Sunday, 6 March 2011

Is an Institutional Repository required to publish Open Access papers?


  Having an Institutional Repository in operation at home university makes it very easy to publish one’s work Open Access: the university staff managing the IR may even take care of depositing one’s works along the effort for having the whole institutional research output filed in the repository. But what if there is no IR available at the institution of affiliation? Does that prevent articles to be disseminated Open Access?

Wide-known answer to that question is certainly not. There are several ways to make a piece of research available Open Access without an IR being involved in them:

Subject repositories. There are plenty of discipline-based Open Access repositories available worldwide covering most research areas. When searching these SRs for contributions from UofK, some research papers may be found in physics Open Access repositories as arXiv or biology-based ones such as PubMed Central, where full-text versions of the papers are available.


Open Access Journals. When a paper is submitted for publication to an Open Access journal it becomes available full-text from the very moment it gets published. A paper may thus enjoy the same enhanced visibility it would get from being filed in an institutional repository, specially if the Open Access journal is featured in international directories of OA journals such as African Journals Online (AJOL) or the Directory of International Open Access Journals (DOAJ).

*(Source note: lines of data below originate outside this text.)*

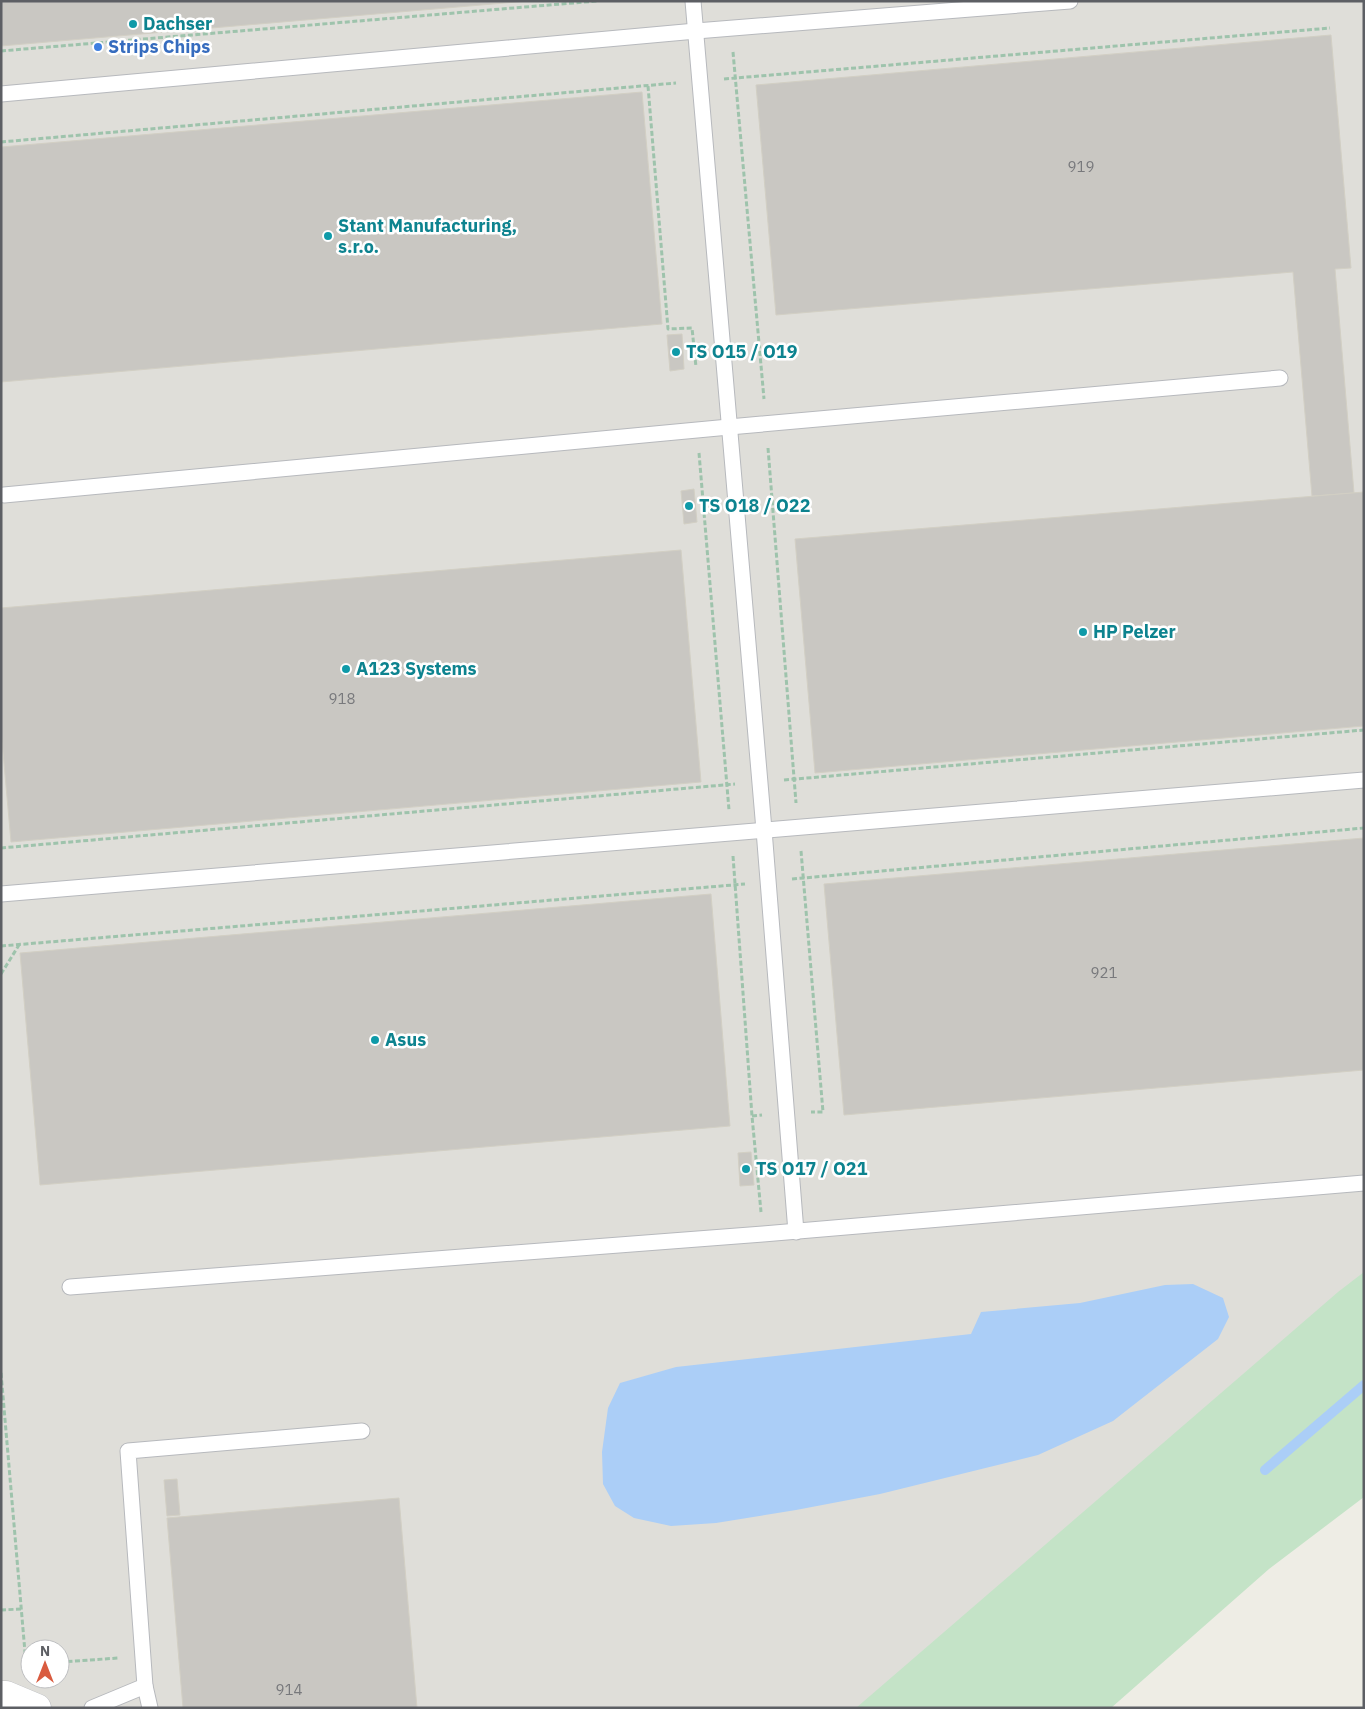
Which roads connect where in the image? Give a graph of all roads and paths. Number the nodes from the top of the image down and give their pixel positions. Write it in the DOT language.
graph roads {
  1 [pos="597,1"];
  2 [pos="693,1"];
  3 [pos="1070,1"];
  4 [pos="731,28"];
  5 [pos="1330,28"];
  6 [pos="696,31"];
  7 [pos="1,51"];
  8 [pos="736,78"];
  9 [pos="700,81"];
  10 [pos="648,86"];
  11 [pos="1,94"];
  12 [pos="1,142"];
  13 [pos="696,367"];
  14 [pos="1280,378"];
  15 [pos="766,424"];
  16 [pos="729,427"];
  17 [pos="4,495"];
  18 [pos="1364,730"];
  19 [pos="794,779"];
  20 [pos="1364,780"];
  21 [pos="760,782"];
  22 [pos="798,827"];
  23 [pos="1364,828"];
  24 [pos="764,830"];
  25 [pos="1,848"];
  26 [pos="803,878"];
  27 [pos="768,881"];
  28 [pos="1,894"];
  29 [pos="19,945"];
  30 [pos="1,946"];
  31 [pos="1,974"];
  32 [pos="786,1114"];
  33 [pos="752,1116"];
  34 [pos="1364,1183"];
  35 [pos="796,1232"];
  36 [pos="70,1287"];
  37 [pos="1,1373"];
  38 [pos="362,1431"];
  39 [pos="20,1609"];
  40 [pos="1,1610"];
  41 [pos="23,1639"];
  42 [pos="144,1656"];
  43 [pos="70,1661"];
  44 [pos="145,1686"];
  45 [pos="1,1695"];
  46 [pos="37,1708"];
  47 [pos="92,1708"];
  48 [pos="150,1708"];
  1 -- 7 [label="path"];
  2 -- 6 [label="lane"];
  3 -- 4 [label="lane"];
  4 -- 6 [label="lane"];
  4 -- 8 [label="path"];
  5 -- 8 [label="path"];
  6 -- 9 [label="lane"];
  6 -- 11 [label="lane"];
  8 -- 9 [label="path"];
  8 -- 15 [label="path"];
  9 -- 10 [label="path"];
  9 -- 16 [label="lane"];
  10 -- 12 [label="path"];
  10 -- 13 [label="path"];
  14 -- 15 [label="lane"];
  15 -- 16 [label="lane"];
  15 -- 19 [label="path"];
  16 -- 17 [label="lane"];
  16 -- 21 [label="lane"];
  18 -- 19 [label="path"];
  19 -- 21 [label="path"];
  19 -- 22 [label="path"];
  20 -- 22 [label="lane"];
  21 -- 24 [label="lane"];
  21 -- 25 [label="path"];
  22 -- 24 [label="lane"];
  22 -- 26 [label="path"];
  23 -- 26 [label="path"];
  24 -- 27 [label="lane"];
  24 -- 28 [label="lane"];
  26 -- 27 [label="path"];
  26 -- 32 [label="path"];
  27 -- 29 [label="path"];
  27 -- 32 [label="lane"];
  29 -- 30 [label="path"];
  29 -- 31 [label="path"];
  32 -- 33 [label="path"];
  32 -- 35 [label="lane"];
  34 -- 35 [label="lane"];
  35 -- 36 [label="lane"];
  37 -- 39 [label="path"];
  38 -- 42 [label="lane"];
  39 -- 40 [label="path"];
  39 -- 41 [label="path"];
  42 -- 43 [label="path"];
  42 -- 44 [label="lane"];
  44 -- 47 [label="lane"];
  44 -- 48 [label="lane"];
  45 -- 46 [label="street"];
}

General-purpose Open Access repositories: OpenDepot.org. Specific Open Access repositories have been created by the Open Access community to serve those authors worldwide whose institution has no institutional repository. Such is the case of OpenDepot.org, a general-purpose Open Access repository hosted at EDINA-University of Edinburgh. OpenDepot will first try to locate repositories for the author’s institution and, when non-existent, allow for direct article deposit into it.


So there are several ways for getting research output available Open Access when no institutional repository is available. However, a home-based institutional repository will provide some extra benefits for both the author and the university other than just easening deposit of Open Access papers:

Having an IR in operation will result in policies for promoting systematic deposit. Once an institutional repository project starts, an institutionally-backed dissemination campaign follows in order to make authors aware of the advantages of archiving their papers in it. Institutional policies for promotion of Open Access deposit of institutional research output may range from a mere recommendation to an Open Access mandate – a growing number of which are already in place.

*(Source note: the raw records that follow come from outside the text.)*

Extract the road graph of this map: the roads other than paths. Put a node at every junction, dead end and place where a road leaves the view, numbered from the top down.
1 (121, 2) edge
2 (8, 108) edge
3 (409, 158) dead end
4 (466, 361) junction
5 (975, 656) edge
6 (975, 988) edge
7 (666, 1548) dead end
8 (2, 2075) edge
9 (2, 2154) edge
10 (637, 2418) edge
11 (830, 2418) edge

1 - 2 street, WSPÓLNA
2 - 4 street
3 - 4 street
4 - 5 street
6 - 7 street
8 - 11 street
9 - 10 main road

An institutional repository will provide a wider coverage of institutional publications than any of the abovementioned procedures. Only a handful of authors make use of the already mentioned tools (subject repositories, open access journals or general-purpose open access repositories) for publishing their papers Open Access. However, when having an IR available, every single author in the institution becomes aware of this option for Open Access publishing.

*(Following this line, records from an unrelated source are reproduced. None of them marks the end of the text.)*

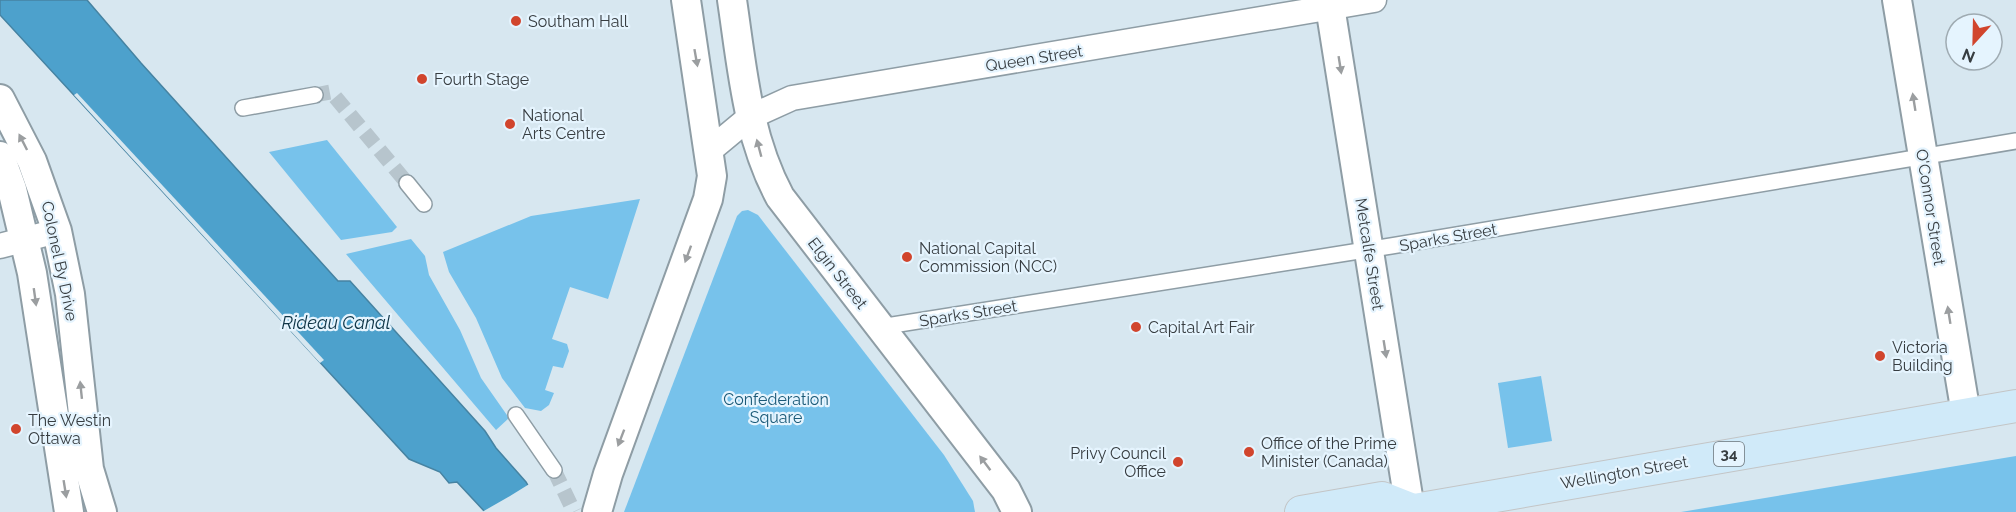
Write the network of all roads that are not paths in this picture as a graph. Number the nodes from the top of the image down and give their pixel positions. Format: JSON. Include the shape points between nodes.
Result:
{"nodes":[{"id":1,"x":686,"y":0,"type":"edge"},
{"id":2,"x":732,"y":0,"type":"edge"},
{"id":3,"x":1374,"y":0,"type":"edge"},
{"id":4,"x":1897,"y":0,"type":"edge"},
{"id":5,"x":1330,"y":4,"type":"edge"},
{"id":6,"x":315,"y":95,"type":"tunnel mouth"},
{"id":7,"x":0,"y":99,"type":"edge"},
{"id":8,"x":243,"y":108,"type":"dead end"},
{"id":9,"x":750,"y":117,"type":"junction"},
{"id":10,"x":2016,"y":141,"type":"edge"},
{"id":11,"x":709,"y":151,"type":"junction"},
{"id":12,"x":0,"y":156,"type":"edge"},
{"id":13,"x":1923,"y":156,"type":"junction"},
{"id":14,"x":407,"y":183,"type":"tunnel mouth"},
{"id":15,"x":424,"y":204,"type":"dead end"},
{"id":16,"x":57,"y":231,"type":"junction"},
{"id":17,"x":13,"y":242,"type":"edge"},
{"id":18,"x":1369,"y":250,"type":"junction"},
{"id":19,"x":880,"y":327,"type":"junction"},
{"id":20,"x":2016,"y":406,"type":"edge"},
{"id":21,"x":1966,"y":414,"type":"junction"},
{"id":22,"x":516,"y":415,"type":"dead end"},
{"id":23,"x":554,"y":470,"type":"tunnel mouth"},
{"id":24,"x":608,"y":474,"type":"junction"},
{"id":25,"x":1407,"y":510,"type":"edge"},
{"id":26,"x":69,"y":512,"type":"edge"},
{"id":27,"x":102,"y":512,"type":"edge"},
{"id":28,"x":585,"y":512,"type":"edge"},
{"id":29,"x":597,"y":512,"type":"edge"},
{"id":30,"x":1017,"y":512,"type":"edge"},
{"id":31,"x":1301,"y":512,"type":"edge"}],
"edges":[{"from":1,"to":11,"type":"main road","one_way":true},
{"from":2,"to":9,"type":"main road","name":"Elgin Street"},
{"from":3,"to":5,"type":"street","name":"Queen Street"},
{"from":13,"to":4,"type":"main road","name":"O'Connor Street","one_way":true},
{"from":5,"to":9,"type":"street","name":"Queen Street","via":[[792,98]]},
{"from":5,"to":18,"type":"main road","name":"Metcalfe Street","one_way":true},
{"from":6,"to":8,"type":"street"},
{"from":16,"to":7,"type":"main road","name":"Colonel By Drive","one_way":true,"via":[[32,161]]},
{"from":9,"to":11,"type":"street","name":"Queen Street"},
{"from":19,"to":9,"type":"main road","name":"Elgin Street","one_way":true,"via":[[780,196],[762,160]]},
{"from":10,"to":13,"type":"street","name":"Sparks Street"},
{"from":11,"to":24,"type":"main road","one_way":true,"via":[[712,176],[708,199]]},
{"from":12,"to":17,"type":"main road","name":"Colonel By Drive","via":[[12,189]]},
{"from":13,"to":18,"type":"street","name":"Sparks Street"},
{"from":21,"to":13,"type":"main road","name":"O'Connor Street","one_way":true},
{"from":14,"to":15,"type":"street"},
{"from":16,"to":17,"type":"street"},
{"from":27,"to":16,"type":"main road","name":"Colonel By Drive","one_way":true,"via":[[89,469],[70,294]]},
{"from":17,"to":26,"type":"main road","name":"Colonel By Drive","one_way":true},
{"from":18,"to":19,"type":"street","name":"Sparks Street"},
{"from":18,"to":25,"type":"main road","name":"Metcalfe Street","one_way":true},
{"from":30,"to":19,"type":"main road","name":"Elgin Street","one_way":true,"via":[[1006,490]]},
{"from":20,"to":21,"type":"main road","name":"Wellington Street","number":"34"},
{"from":21,"to":25,"type":"main road","name":"Wellington Street","number":"34"},
{"from":22,"to":23,"type":"street"},
{"from":24,"to":28,"type":"main road"},
{"from":24,"to":29,"type":"main road"},
{"from":25,"to":31,"type":"main road","via":[[1382,498]]}]}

Having an IR in operation will result in the institutional research output getting organized, archived and preserved. Systematic filing of both recent and legacy research works into the IR will allow to gather the whole institutional output (thus diminishing rates of ‘lost science’), and to expose this output in an organized way (grouped by faculties, departments or research institutes). Having an IR will also enable long-term preservation of institutional research output (such as dissertations and thesis).